Wednesday, June 1, 2011

The Dante Club -- literature and language on a pedestal



Matthew Pearl's The Dante Club


This is so good! I was not expecting it to be so intelligent. This time period is usually a horribly boring black hole for me but somehow Pearl has made it interesting. Maybe its the pedestal literature and language are placed upon... I want to look up how much is fiction. I'm going to wait until I'm done with the book though so I don't ruin anything for myself. Whatever the reason is though, I like it. Here are a few excerpts I marked:



"[he] had once spent an entire year condicting all his personal and business affairs in Latin.... The living languages, as they were called by the Harvard fellows, were little more than cheap imitations [of Latin], low distortions, Italians, like Spanish and German, particularly represented the loose political passions, bodily appetites, and absent morals of decadent Europe. Dr. Manning had no intention of allowing foreign posions [modern languages] to be spread under the disguise of literature." (pg. 22-23)
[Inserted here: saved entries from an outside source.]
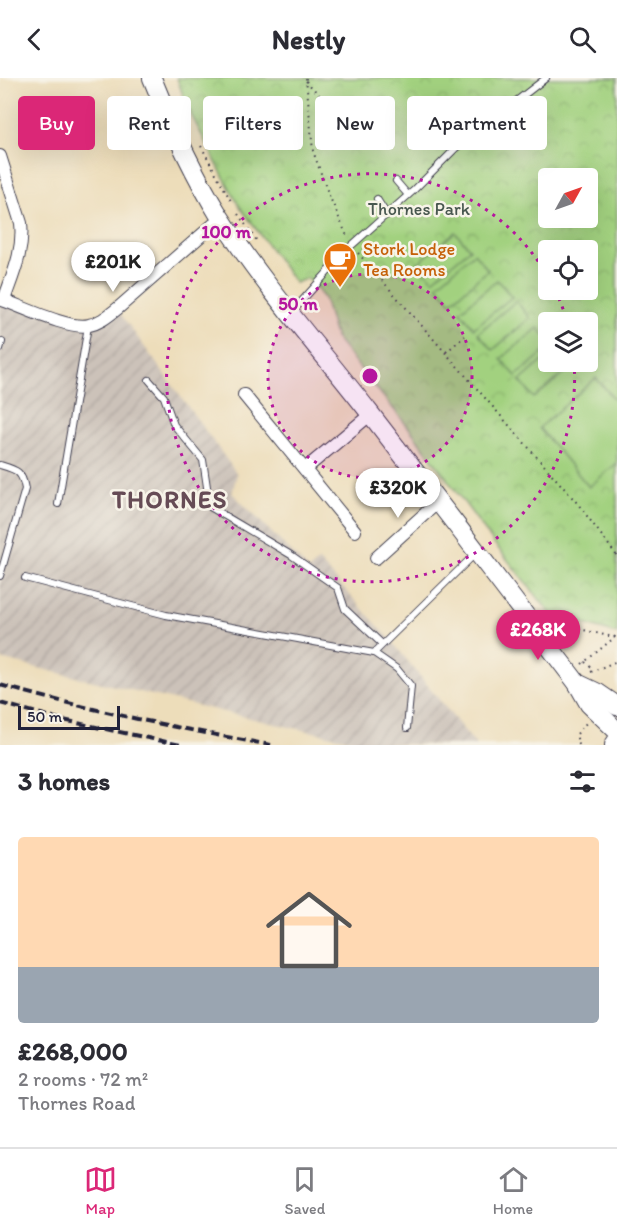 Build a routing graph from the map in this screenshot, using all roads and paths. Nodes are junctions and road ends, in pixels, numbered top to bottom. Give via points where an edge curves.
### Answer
1 (152, 78) edge
2 (546, 78) edge
3 (306, 79) edge
4 (321, 96) edge
5 (0, 156) edge
6 (396, 181) dead end
7 (408, 195) junction
8 (376, 199) dead end
9 (387, 215) junction
10 (221, 218) junction
11 (351, 246) junction
12 (2, 299) edge
13 (290, 314) junction
14 (88, 326) junction
15 (465, 336) dead end
16 (446, 352) junction
17 (149, 380) dead end
18 (244, 395) dead end
19 (371, 414) junction
20 (0, 465) edge
21 (305, 469) junction
22 (439, 501) junction
23 (58, 504) dead end
24 (355, 531) dead end
25 (477, 552) junction
26 (617, 556) edge
27 (376, 558) dead end
28 (0, 576) edge
29 (25, 578) dead end
30 (548, 619) dead end
31 (617, 632) edge
32 (615, 638) edge
33 (382, 644) junction
34 (374, 652) junction
35 (594, 670) dead end
36 (577, 683) junction
37 (617, 706) edge
38 (595, 712) junction
39 (407, 728) dead end
40 (617, 731) edge
41 (579, 745) edge

1 - 10 main road via 169,120
2 - 7 lane via 457,147
3 - 4 path
3 - 11 path via 313,151
5 - 12 street via 22,233 18,259
6 - 7 lane
7 - 9 lane
8 - 9 lane
9 - 11 lane
10 - 13 main road
10 - 14 street via 117,309
11 - 13 lane
11 - 16 path
12 - 14 street via 67,324
13 - 19 main road
14 - 23 lane
15 - 16 path
16 - 26 path via 578,504
17 - 33 lane via 164,397 174,425 203,460 210,507 338,588 345,609
18 - 21 street
19 - 21 street
19 - 22 main road
20 - 28 lane via 17,471 25,489
21 - 24 street
22 - 25 main road
22 - 27 street
25 - 33 lane
25 - 36 main road
29 - 34 lane via 166,615
30 - 32 path
31 - 32 path
32 - 35 path via 583,663
33 - 34 lane
34 - 39 lane via 397,669 411,686
36 - 37 main road
36 - 38 main road
38 - 40 main road
38 - 41 path via 576,735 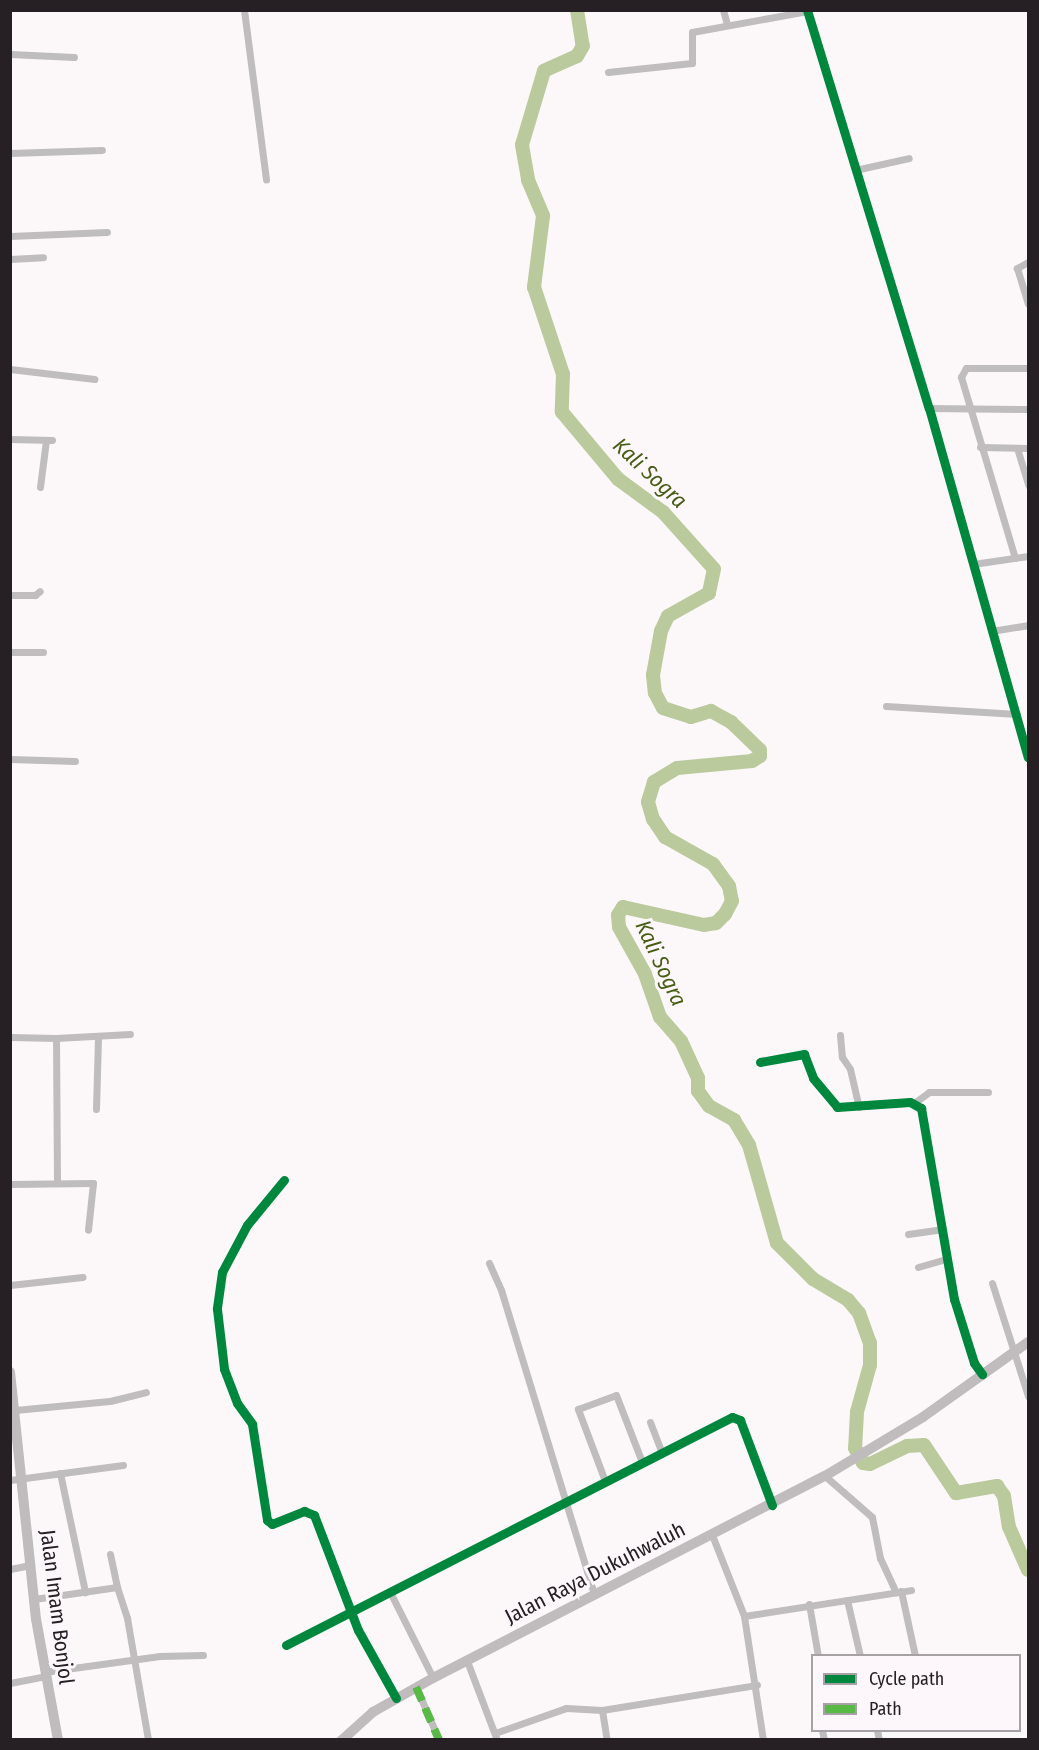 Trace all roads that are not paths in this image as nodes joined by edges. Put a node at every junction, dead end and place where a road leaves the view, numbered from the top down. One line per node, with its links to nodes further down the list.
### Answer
1 (244, 10): 12 (street)
2 (723, 10): 4 (street)
3 (807, 11): 4 (street); 11 (street)
4 (727, 24): 7 (street)
5 (10, 54): 6 (street)
6 (74, 57)
7 (608, 72)
8 (102, 150): 9 (street)
9 (10, 153)
10 (909, 158): 11 (street)
11 (855, 170): 22 (street)
12 (266, 180)
13 (107, 232): 14 (street)
14 (10, 236)
15 (43, 258): 16 (street)
16 (10, 259)
17 (1029, 262): 18 (street)
18 (1029, 303)
19 (1029, 368): 23 (street)
20 (10, 369): 21 (street)
21 (94, 379)
22 (928, 408): 23 (street); 33 (street)
23 (969, 408): 24 (street); 26 (street)
24 (1029, 409)
25 (10, 439): 30 (street)
26 (980, 447): 27 (street); 32 (street)
27 (1017, 448): 28 (street); 29 (street)
28 (1029, 448)
29 (1029, 485)
30 (40, 487)
31 (1029, 556): 32 (street)
32 (1015, 558): 33 (street)
33 (973, 564): 37 (street)
34 (40, 591): 35 (street)
35 (10, 595)
36 (1029, 625): 37 (street)
37 (991, 631): 41 (street)
38 (10, 651): 39 (street)
39 (43, 652)
40 (886, 706): 41 (street)
41 (1017, 714): 42 (street)
42 (1029, 757)
43 (10, 759): 44 (street)
44 (75, 761)
45 (130, 1034): 47 (street)
46 (840, 1035): 53 (street)
47 (98, 1036): 49 (street); 54 (street)
48 (10, 1037): 49 (street)
49 (56, 1038): 56 (street)
50 (760, 1062): 53 (street)
51 (988, 1092): 52 (street)
52 (914, 1103): 53 (street); 58 (street)
53 (860, 1107)
54 (96, 1109)
55 (285, 1180): 98 (street)
56 (57, 1182): 57 (street); 59 (street)
57 (10, 1184)
58 (942, 1228): 60 (street); 61 (street)
59 (88, 1230)
60 (908, 1234)
61 (945, 1259): 63 (street); 70 (street)
62 (489, 1263): 83 (street)
63 (918, 1267)
64 (83, 1277): 66 (street)
65 (992, 1283): 68 (street)
66 (10, 1285)
67 (1029, 1342): 68 (main road, Jalan Raya Dukuhwaluh)
68 (1014, 1353): 70 (main road, Jalan Raya Dukuhwaluh); 72 (street)
69 (10, 1372): 73 (main road, Jalan Imam Bonjol)
70 (982, 1374): 79 (main road, Jalan Raya Dukuhwaluh)
71 (146, 1392): 73 (street)
72 (1029, 1396)
73 (15, 1410): 80 (main road, Jalan Imam Bonjol)
74 (650, 1422): 75 (street)
75 (662, 1453): 76 (street); 84 (street)
76 (642, 1462): 82 (street); 82 (street)
77 (123, 1465): 78 (street)
78 (60, 1473): 80 (street); 91 (street)
79 (825, 1476): 84 (main road, Jalan Raya Dukuhwaluh); 93 (street)
80 (22, 1479): 81 (street); 87 (main road, Jalan Imam Bonjol)
81 (10, 1480)
82 (605, 1481): 83 (street)
83 (565, 1502): 92 (street); 94 (street)
84 (772, 1505): 85 (main road, Jalan Raya Dukuhwaluh)
85 (712, 1534): 94 (main road, Jalan Raya Dukuhwaluh); 99 (street)
86 (110, 1554): 89 (street)
87 (31, 1565): 88 (street); 95 (main road, Jalan Imam Bonjol)
88 (10, 1569)
89 (117, 1587): 91 (street); 105 (street)
90 (911, 1590): 93 (street)
91 (85, 1592): 95 (street)
92 (390, 1592): 98 (street); 108 (street)
93 (899, 1592): 96 (street); 103 (street)
94 (594, 1595): 106 (main road, Jalan Raya Dukuhwaluh)
95 (34, 1599): 107 (main road, Jalan Imam Bonjol)
96 (847, 1600): 97 (street); 102 (street)
97 (809, 1604): 99 (street); 101 (street)
98 (351, 1612): 100 (street); 112 (street)
99 (744, 1616): 110 (street)
100 (286, 1645)
101 (818, 1654)
102 (860, 1654)
103 (914, 1654)
104 (203, 1655): 105 (street)
105 (135, 1661): 107 (street); 116 (street)
106 (467, 1661): 108 (main road, Jalan Raya Dukuhwaluh); 114 (street)
107 (44, 1674): 109 (street); 115 (main road, Jalan Imam Bonjol)
108 (433, 1678): 111 (main road, Jalan Raya Dukuhwaluh)
109 (10, 1683)
110 (757, 1685): 113 (street); 120 (street)
111 (416, 1687): 112 (main road, Jalan Raya Dukuhwaluh); 118 (street)
112 (396, 1698): 117 (main road, Jalan Raya Dukuhwaluh)
113 (602, 1710): 114 (street); 119 (street)
114 (496, 1736)
115 (57, 1740)
116 (148, 1740)
117 (342, 1740)
118 (439, 1740)
119 (607, 1740)
120 (763, 1740)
^ a little on the extreme but I like the passion for the classics...


"You have a larger duty to the world and to yourself than any mere spectator! I shan't hear a bit of your hesitancy! I wouldn't know what Dante is to save my soul. But a genius the likes of you, my dear friend, assumes a divine responsibility to fight for all those exiled from the world." (pg. 33)

^ a friend corrects Lowell after Lowell begins to doubt the value of his academic career over an industrial career


"The proof of poetry was... that it reduced to the essence of a single line the vague philosophy that floated in all men's minds, so as to render it portable and useful, ready to the hand." (pg. 34)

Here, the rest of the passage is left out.